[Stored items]
════════════════

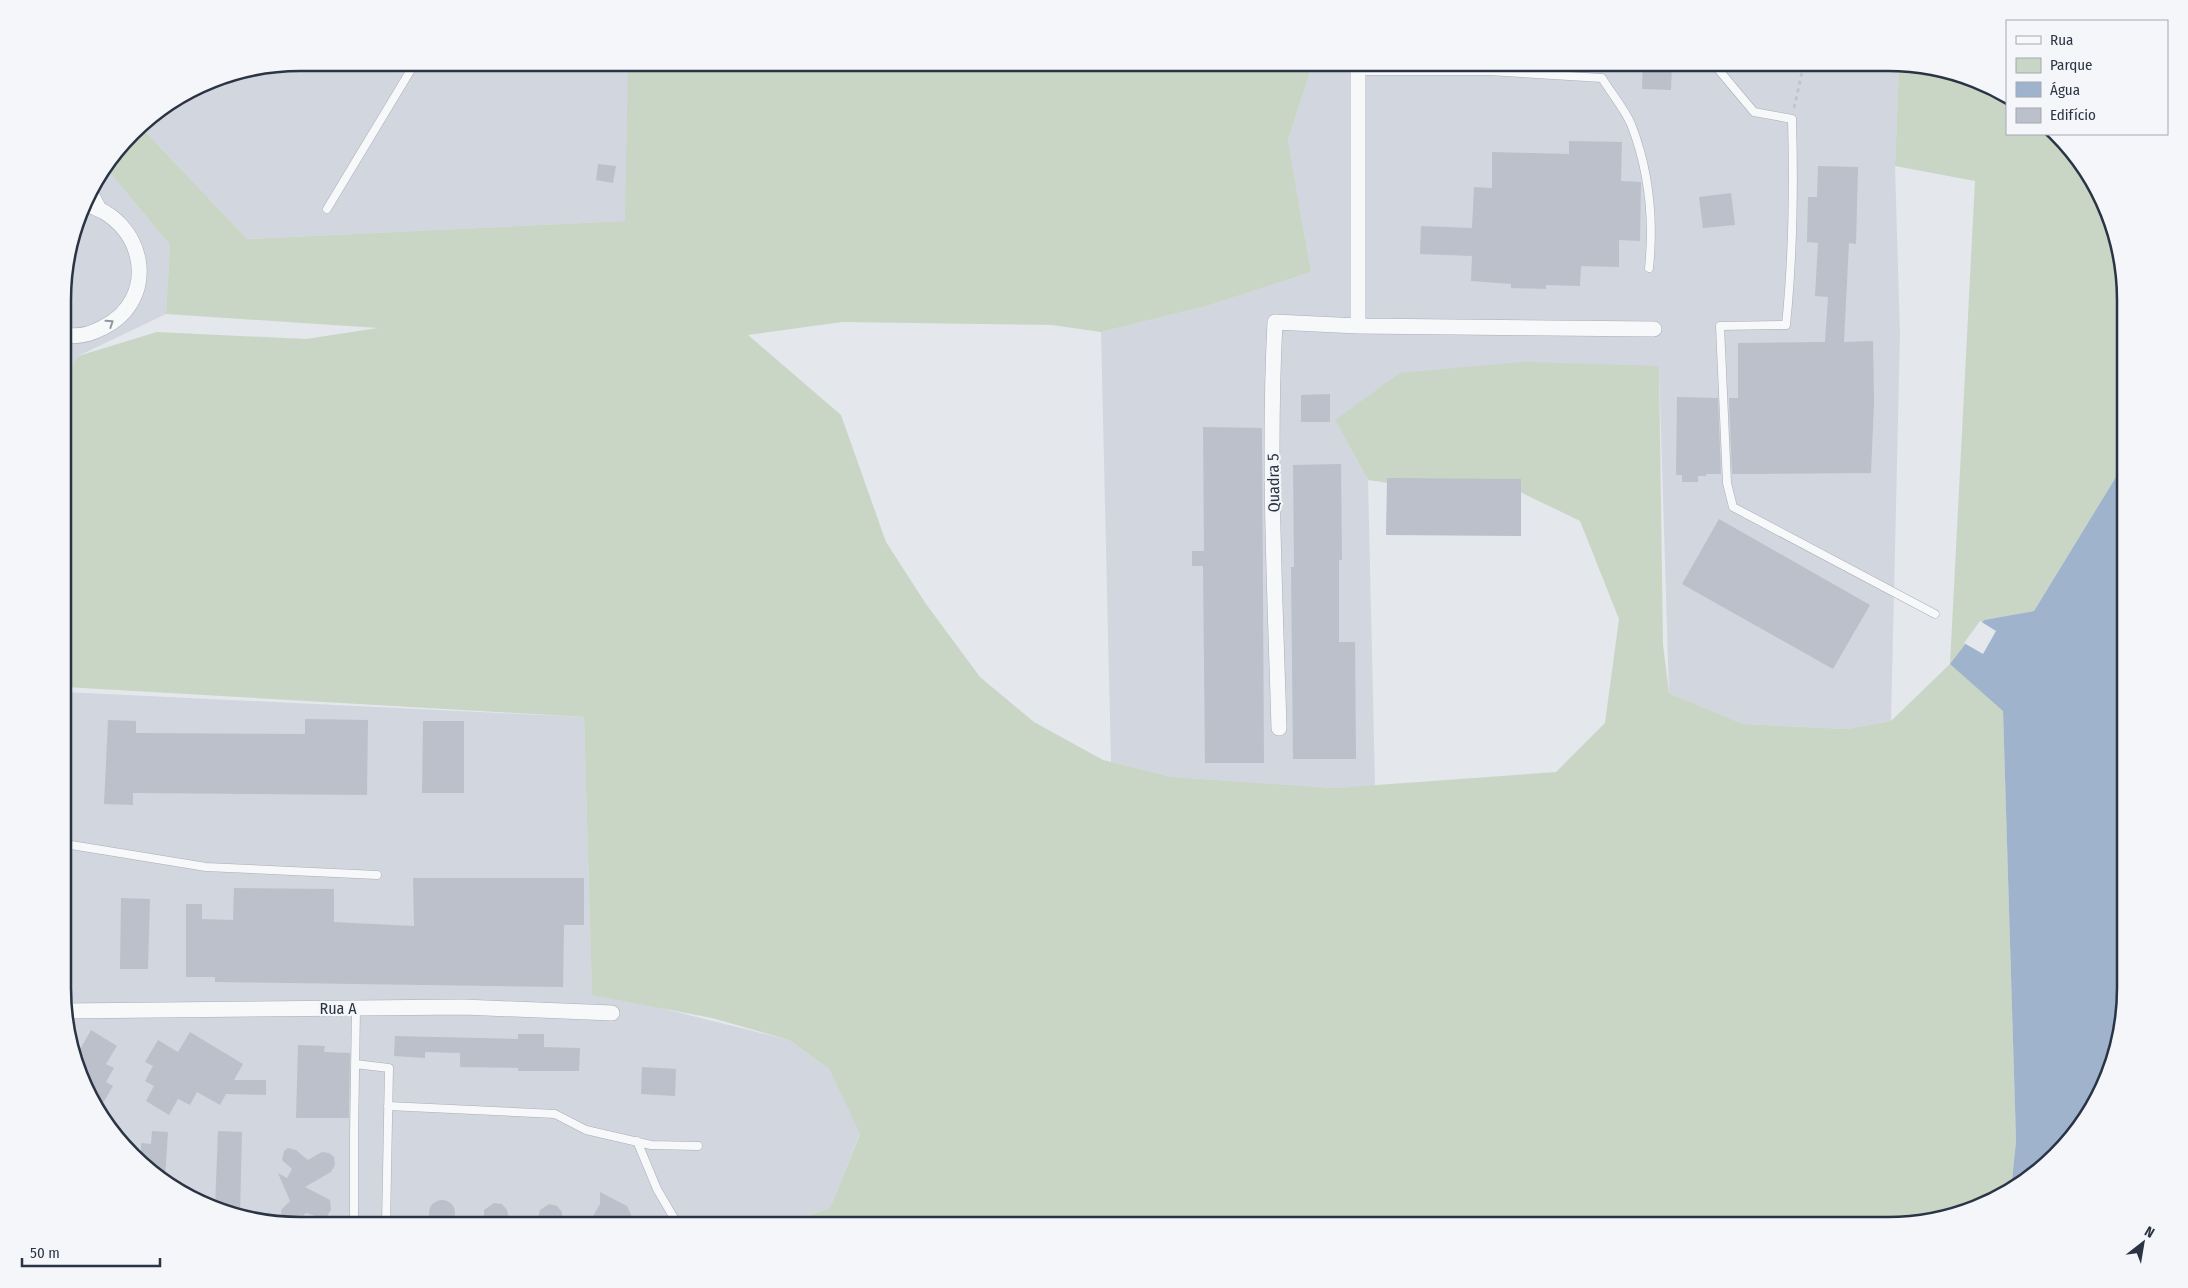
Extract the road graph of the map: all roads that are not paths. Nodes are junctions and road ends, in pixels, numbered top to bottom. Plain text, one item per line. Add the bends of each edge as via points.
1 (409, 71) edge
2 (1358, 71) edge
3 (1489, 71) edge
4 (1720, 71) edge
5 (91, 206) edge
6 (327, 209) dead end
7 (1649, 268) dead end
8 (1358, 326) junction
9 (1654, 329) dead end
10 (71, 336) edge
11 (1935, 614) dead end
12 (1279, 728) dead end
13 (71, 845) edge
14 (377, 875) dead end
15 (356, 1008) junction
16 (73, 1011) edge
17 (612, 1013) dead end
18 (355, 1064) junction
19 (388, 1106) junction
20 (637, 1141) junction
21 (698, 1146) dead end
22 (354, 1217) edge
23 (386, 1217) edge
24 (673, 1217) edge

1 - 6 lane
2 - 8 street
3 - 7 lane via 1602,78 1630,122 1646,172 1652,237
4 - 11 lane via 1754,112 1792,119 1795,194 1786,325 1720,326 1728,483 1733,508
10 -> 5 street via 91,334 112,324 128,307 138,285 139,261 132,239 118,220
8 - 9 street, Quadra 5
8 - 12 street, Quadra 5 via 1275,322 1273,491
13 - 14 lane via 206,867
15 - 16 street, Rua A
15 - 17 street, Rua A via 462,1007
15 - 18 lane
18 - 19 lane via 389,1068
18 - 22 lane
19 - 20 lane via 555,1114 586,1130
19 - 23 lane
20 - 21 lane via 651,1145
20 - 24 lane via 657,1189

════════════════

**PROBLEM STATEMENT**
Repeat every line above exactly, minus the pictures.

**OUTPUT BELOW**
Extract the road graph of the map: all roads that are not paths. Nodes are junctions and road ends, in pixels, numbered top to bottom. Plain text, one item per line. Add the bends of each edge as via points.
1 (409, 71) edge
2 (1358, 71) edge
3 (1489, 71) edge
4 (1720, 71) edge
5 (91, 206) edge
6 (327, 209) dead end
7 (1649, 268) dead end
8 (1358, 326) junction
9 (1654, 329) dead end
10 (71, 336) edge
11 (1935, 614) dead end
12 (1279, 728) dead end
13 (71, 845) edge
14 (377, 875) dead end
15 (356, 1008) junction
16 (73, 1011) edge
17 (612, 1013) dead end
18 (355, 1064) junction
19 (388, 1106) junction
20 (637, 1141) junction
21 (698, 1146) dead end
22 (354, 1217) edge
23 (386, 1217) edge
24 (673, 1217) edge

1 - 6 lane
2 - 8 street
3 - 7 lane via 1602,78 1630,122 1646,172 1652,237
4 - 11 lane via 1754,112 1792,119 1795,194 1786,325 1720,326 1728,483 1733,508
10 -> 5 street via 91,334 112,324 128,307 138,285 139,261 132,239 118,220
8 - 9 street, Quadra 5
8 - 12 street, Quadra 5 via 1275,322 1273,491
13 - 14 lane via 206,867
15 - 16 street, Rua A
15 - 17 street, Rua A via 462,1007
15 - 18 lane
18 - 19 lane via 389,1068
18 - 22 lane
19 - 20 lane via 555,1114 586,1130
19 - 23 lane
20 - 21 lane via 651,1145
20 - 24 lane via 657,1189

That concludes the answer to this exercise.